• _Required action_
Where does the word "dead" show up in the data? Please find each such line and copy it.

Items from a data source

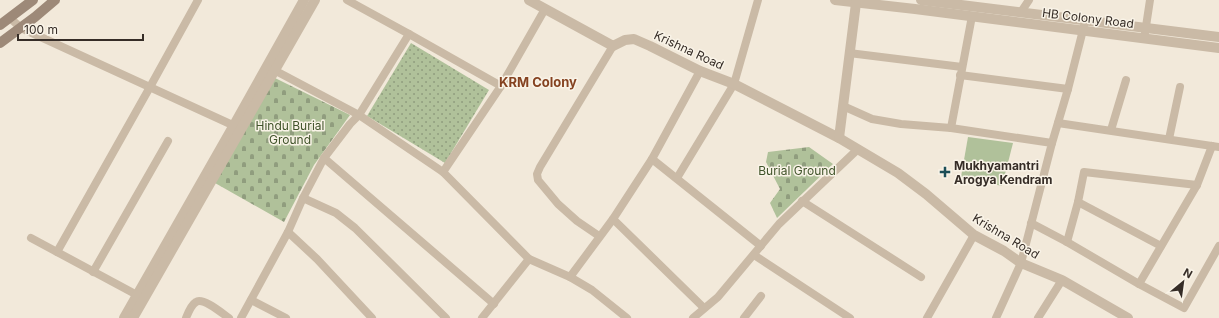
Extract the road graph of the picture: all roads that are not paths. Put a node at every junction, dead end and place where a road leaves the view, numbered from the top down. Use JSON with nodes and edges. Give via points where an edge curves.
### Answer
{"nodes":[{"id":1,"x":33,"y":0,"type":"edge"},
{"id":2,"x":55,"y":0,"type":"edge"},
{"id":3,"x":198,"y":0,"type":"edge"},
{"id":4,"x":304,"y":0,"type":"edge"},
{"id":5,"x":314,"y":0,"type":"edge"},
{"id":6,"x":347,"y":0,"type":"edge"},
{"id":7,"x":529,"y":0,"type":"edge"},
{"id":8,"x":758,"y":0,"type":"edge"},
{"id":9,"x":842,"y":0,"type":"edge"},
{"id":10,"x":921,"y":0,"type":"edge"},
{"id":11,"x":1029,"y":0,"type":"edge"},
{"id":12,"x":1150,"y":0,"type":"edge"},
{"id":13,"x":856,"y":3,"type":"junction"},
{"id":14,"x":545,"y":10,"type":"junction"},
{"id":15,"x":1021,"y":12,"type":"junction"},
{"id":16,"x":972,"y":16,"type":"junction"},
{"id":17,"x":10,"y":18,"type":"junction"},
{"id":18,"x":0,"y":25,"type":"edge"},
{"id":19,"x":1084,"y":25,"type":"junction"},
{"id":20,"x":21,"y":28,"type":"junction"},
{"id":21,"x":1145,"y":33,"type":"junction"},
{"id":22,"x":409,"y":34,"type":"junction"},
{"id":23,"x":1219,"y":37,"type":"edge"},
{"id":24,"x":0,"y":43,"type":"edge"},
{"id":25,"x":614,"y":46,"type":"junction"},
{"id":26,"x":1219,"y":48,"type":"edge"},
{"id":27,"x":849,"y":53,"type":"junction"},
{"id":28,"x":274,"y":70,"type":"junction"},
{"id":29,"x":700,"y":71,"type":"junction"},
{"id":30,"x":961,"y":71,"type":"junction"},
{"id":31,"x":1126,"y":80,"type":"dead end"},
{"id":32,"x":734,"y":84,"type":"junction"},
{"id":33,"x":501,"y":86,"type":"junction"},
{"id":34,"x":1180,"y":87,"type":"dead end"},
{"id":35,"x":150,"y":88,"type":"junction"},
{"id":36,"x":1068,"y":89,"type":"junction"},
{"id":37,"x":842,"y":106,"type":"junction"},
{"id":38,"x":359,"y":115,"type":"junction"},
{"id":39,"x":1058,"y":122,"type":"junction"},
{"id":40,"x":237,"y":127,"type":"junction"},
{"id":41,"x":951,"y":128,"type":"junction"},
{"id":42,"x":1112,"y":130,"type":"junction"},
{"id":43,"x":839,"y":138,"type":"junction"},
{"id":44,"x":1169,"y":140,"type":"junction"},
{"id":45,"x":168,"y":141,"type":"dead end"},
{"id":46,"x":1052,"y":143,"type":"junction"},
{"id":47,"x":1216,"y":147,"type":"edge"},
{"id":48,"x":858,"y":149,"type":"junction"},
{"id":49,"x":324,"y":158,"type":"junction"},
{"id":50,"x":652,"y":158,"type":"junction"},
{"id":51,"x":443,"y":172,"type":"junction"},
{"id":52,"x":677,"y":178,"type":"junction"},
{"id":53,"x":1196,"y":185,"type":"junction"},
{"id":54,"x":303,"y":198,"type":"junction"},
{"id":55,"x":802,"y":201,"type":"junction"},
{"id":56,"x":1078,"y":202,"type":"junction"},
{"id":57,"x":613,"y":219,"type":"junction"},
{"id":58,"x":1031,"y":223,"type":"junction"},
{"id":59,"x":288,"y":232,"type":"junction"},
{"id":60,"x":974,"y":235,"type":"junction"},
{"id":61,"x":600,"y":236,"type":"junction"},
{"id":62,"x":31,"y":238,"type":"dead end"},
{"id":63,"x":1067,"y":242,"type":"junction"},
{"id":64,"x":761,"y":246,"type":"junction"},
{"id":65,"x":1161,"y":246,"type":"junction"},
{"id":66,"x":1219,"y":246,"type":"edge"},
{"id":67,"x":57,"y":252,"type":"junction"},
{"id":68,"x":754,"y":255,"type":"junction"},
{"id":69,"x":529,"y":259,"type":"junction"},
{"id":70,"x":1021,"y":263,"type":"junction"},
{"id":71,"x":93,"y":272,"type":"junction"},
{"id":72,"x":570,"y":277,"type":"junction"},
{"id":73,"x":921,"y":277,"type":"dead end"},
{"id":74,"x":1062,"y":280,"type":"junction"},
{"id":75,"x":1138,"y":284,"type":"junction"},
{"id":76,"x":137,"y":295,"type":"junction"},
{"id":77,"x":761,"y":296,"type":"dead end"},
{"id":78,"x":251,"y":300,"type":"junction"},
{"id":79,"x":494,"y":304,"type":"junction"},
{"id":80,"x":704,"y":308,"type":"junction"},
{"id":81,"x":124,"y":318,"type":"edge"},
{"id":82,"x":133,"y":318,"type":"edge"},
{"id":83,"x":186,"y":318,"type":"edge"},
{"id":84,"x":229,"y":318,"type":"edge"},
{"id":85,"x":241,"y":318,"type":"edge"},
{"id":86,"x":286,"y":318,"type":"edge"},
{"id":87,"x":372,"y":318,"type":"edge"},
{"id":88,"x":446,"y":318,"type":"edge"},
{"id":89,"x":482,"y":318,"type":"edge"},
{"id":90,"x":627,"y":318,"type":"edge"},
{"id":91,"x":693,"y":318,"type":"edge"},
{"id":92,"x":744,"y":318,"type":"edge"},
{"id":93,"x":850,"y":318,"type":"edge"},
{"id":94,"x":927,"y":318,"type":"edge"},
{"id":95,"x":996,"y":318,"type":"edge"},
{"id":96,"x":1038,"y":318,"type":"edge"},
{"id":97,"x":1128,"y":318,"type":"edge"}],
"edges":[{"from":1,"to":17,"type":"main road"},
{"from":2,"to":20,"type":"main road"},
{"from":3,"to":35,"type":"street"},
{"from":4,"to":40,"type":"street"},
{"from":5,"to":28,"type":"street"},
{"from":6,"to":22,"type":"street"},
{"from":7,"to":14,"type":"street"},
{"from":8,"to":32,"type":"street"},
{"from":9,"to":13,"type":"street","name":"HB Colony Road"},
{"from":10,"to":15,"type":"street"},
{"from":11,"to":15,"type":"street"},
{"from":12,"to":21,"type":"street"},
{"from":13,"to":16,"type":"street","name":"HB Colony Road"},
{"from":13,"to":27,"type":"street"},
{"from":14,"to":25,"type":"street"},
{"from":14,"to":33,"type":"street"},
{"from":15,"to":19,"type":"street"},
{"from":16,"to":19,"type":"street","name":"HB Colony Road"},
{"from":16,"to":30,"type":"street"},
{"from":17,"to":18,"type":"main road"},
{"from":17,"to":20,"type":"street"},
{"from":19,"to":21,"type":"street","name":"HB Colony Road"},
{"from":19,"to":36,"type":"street"},
{"from":20,"to":24,"type":"main road"},
{"from":20,"to":35,"type":"street"},
{"from":21,"to":23,"type":"street"},
{"from":21,"to":26,"type":"street","name":"HB Colony Road"},
{"from":22,"to":33,"type":"street"},
{"from":22,"to":38,"type":"street"},
{"from":25,"to":29,"type":"street","name":"Krishna Road","via":[[625,40],[634,39]]},
{"from":25,"to":61,"type":"street","via":[[537,174],[538,180],[558,204],[577,221]]},
{"from":27,"to":30,"type":"street"},
{"from":27,"to":37,"type":"street"},
{"from":28,"to":38,"type":"street"},
{"from":28,"to":40,"type":"street"},
{"from":29,"to":32,"type":"street","name":"Krishna Road"},
{"from":29,"to":50,"type":"street"},
{"from":30,"to":36,"type":"street"},
{"from":30,"to":41,"type":"street"},
{"from":31,"to":42,"type":"street"},
{"from":32,"to":43,"type":"street","name":"Krishna Road"},
{"from":32,"to":52,"type":"street"},
{"from":33,"to":51,"type":"street"},
{"from":34,"to":44,"type":"street"},
{"from":35,"to":40,"type":"street"},
{"from":35,"to":67,"type":"street"},
{"from":36,"to":39,"type":"street"},
{"from":37,"to":41,"type":"street","via":[[872,119]]},
{"from":37,"to":43,"type":"street"},
{"from":38,"to":49,"type":"street"},
{"from":38,"to":51,"type":"street"},
{"from":39,"to":42,"type":"street"},
{"from":39,"to":46,"type":"street"},
{"from":40,"to":76,"type":"street"},
{"from":40,"to":82,"type":"street"},
{"from":41,"to":46,"type":"street"},
{"from":42,"to":44,"type":"street"},
{"from":43,"to":48,"type":"street","name":"Krishna Road"},
{"from":44,"to":47,"type":"street"},
{"from":45,"to":71,"type":"street"},
{"from":46,"to":58,"type":"street"},
{"from":47,"to":53,"type":"street"},
{"from":48,"to":55,"type":"street"},
{"from":48,"to":60,"type":"street","name":"Krishna Road","via":[[898,173]]},
{"from":49,"to":54,"type":"street"},
{"from":49,"to":79,"type":"street"},
{"from":50,"to":52,"type":"street"},
{"from":50,"to":57,"type":"street"},
{"from":51,"to":69,"type":"street"},
{"from":52,"to":64,"type":"street"},
{"from":53,"to":56,"type":"street","via":[[1084,172]]},
{"from":53,"to":65,"type":"street"},
{"from":54,"to":59,"type":"street"},
{"from":54,"to":88,"type":"street","via":[[336,213],[355,228]]},
{"from":55,"to":64,"type":"street"},
{"from":55,"to":73,"type":"street"},
{"from":56,"to":63,"type":"street"},
{"from":56,"to":65,"type":"street"},
{"from":57,"to":61,"type":"street"},
{"from":57,"to":80,"type":"street"},
{"from":58,"to":63,"type":"street"},
{"from":58,"to":70,"type":"street"},
{"from":59,"to":78,"type":"street"},
{"from":59,"to":87,"type":"street"},
{"from":60,"to":70,"type":"street","name":"Krishna Road"},
{"from":60,"to":94,"type":"street"},
{"from":61,"to":72,"type":"street"},
{"from":62,"to":67,"type":"street"},
{"from":63,"to":75,"type":"street"},
{"from":64,"to":68,"type":"street"},
{"from":65,"to":75,"type":"street"},
{"from":66,"to":75,"type":"street","via":[[1184,308]]},
{"from":67,"to":71,"type":"street"},
{"from":68,"to":80,"type":"street","via":[[718,297]]},
{"from":68,"to":93,"type":"street"},
{"from":69,"to":72,"type":"street"},
{"from":69,"to":79,"type":"street"},
{"from":70,"to":74,"type":"street","name":"Krishna Road"},
{"from":70,"to":95,"type":"street"},
{"from":71,"to":76,"type":"street"},
{"from":72,"to":90,"type":"street","via":[[592,290]]},
{"from":74,"to":96,"type":"street"},
{"from":74,"to":97,"type":"street","name":"Krishna Road"},
{"from":76,"to":81,"type":"street"},
{"from":77,"to":92,"type":"street"},
{"from":78,"to":85,"type":"street"},
{"from":78,"to":86,"type":"street"},
{"from":79,"to":89,"type":"street"},
{"from":80,"to":91,"type":"street"},
{"from":83,"to":84,"type":"street","via":[[198,300]]}]}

• _Written answer_
Extract the road graph of the picture: all roads that are not paths. Put a node at every junction, dead end and place where a road leaves the view, numbered from the top down. Use JSON with nodes and edges. Give via points where an edge curves.
{"id":31,"x":1126,"y":80,"type":"dead end"},
{"id":34,"x":1180,"y":87,"type":"dead end"},
{"id":45,"x":168,"y":141,"type":"dead end"},
{"id":62,"x":31,"y":238,"type":"dead end"},
{"id":73,"x":921,"y":277,"type":"dead end"},
{"id":77,"x":761,"y":296,"type":"dead end"},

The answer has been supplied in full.